[Your assignment]: Should a picture appear anywhere in the data, omit it and copy everything else exactly.

[Raw data]:
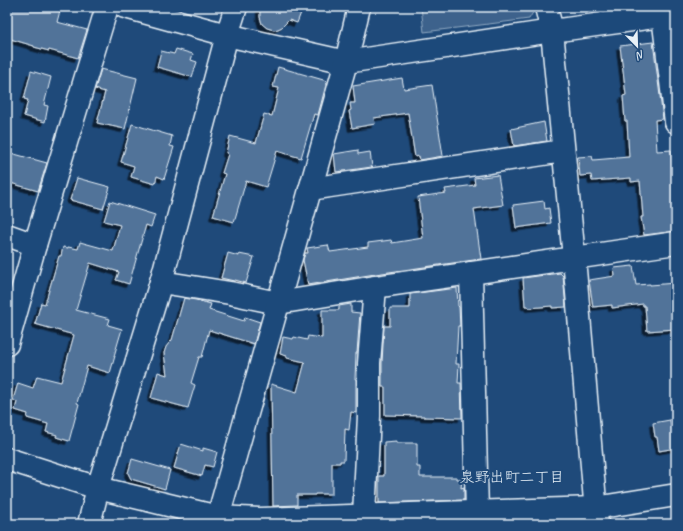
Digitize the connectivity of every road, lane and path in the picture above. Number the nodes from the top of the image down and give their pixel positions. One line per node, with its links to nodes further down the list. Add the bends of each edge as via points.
1 (107, 7): 15 (street)
2 (125, 7): 8 (street)
3 (236, 7): 8 (street)
4 (359, 7): 9 (street)
5 (546, 7): 7 (street)
6 (670, 15): 7 (street); 10 (street)
7 (552, 30): 9 (street); 11 (street)
8 (227, 35): 9 (street); 18 (street)
9 (346, 62): 12 (street)
10 (676, 122)
11 (563, 151): 12 (street); 16 (street)
12 (310, 189): 20 (street)
13 (7, 235): 15 (street)
14 (676, 243): 16 (street)
15 (36, 245): 21 (street)
16 (574, 258): 17 (street); 25 (street)
17 (471, 273): 19 (street); 26 (street)
18 (161, 282): 20 (street); 23 (street)
19 (375, 287): 20 (street); 27 (street, via 369,363)
20 (278, 303): 28 (street)
21 (7, 344)
22 (7, 458): 23 (street)
23 (98, 488): 28 (street); 29 (street)
24 (676, 495): 25 (street)
25 (596, 516): 26 (street)
26 (478, 518): 27 (street)
27 (364, 520): 28 (street)
28 (217, 521)
29 (89, 524)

[Exercise response]:
Digitize the connectivity of every road, lane and path in the picture above. Number the nodes from the top of the image down and give their pixel positions. One line per node, with its links to nodes further down the list. Add the bends of each edge as via points.
1 (107, 7): 15 (street)
2 (125, 7): 8 (street)
3 (236, 7): 8 (street)
4 (359, 7): 9 (street)
5 (546, 7): 7 (street)
6 (670, 15): 7 (street); 10 (street)
7 (552, 30): 9 (street); 11 (street)
8 (227, 35): 9 (street); 18 (street)
9 (346, 62): 12 (street)
10 (676, 122)
11 (563, 151): 12 (street); 16 (street)
12 (310, 189): 20 (street)
13 (7, 235): 15 (street)
14 (676, 243): 16 (street)
15 (36, 245): 21 (street)
16 (574, 258): 17 (street); 25 (street)
17 (471, 273): 19 (street); 26 (street)
18 (161, 282): 20 (street); 23 (street)
19 (375, 287): 20 (street); 27 (street, via 369,363)
20 (278, 303): 28 (street)
21 (7, 344)
22 (7, 458): 23 (street)
23 (98, 488): 28 (street); 29 (street)
24 (676, 495): 25 (street)
25 (596, 516): 26 (street)
26 (478, 518): 27 (street)
27 (364, 520): 28 (street)
28 (217, 521)
29 (89, 524)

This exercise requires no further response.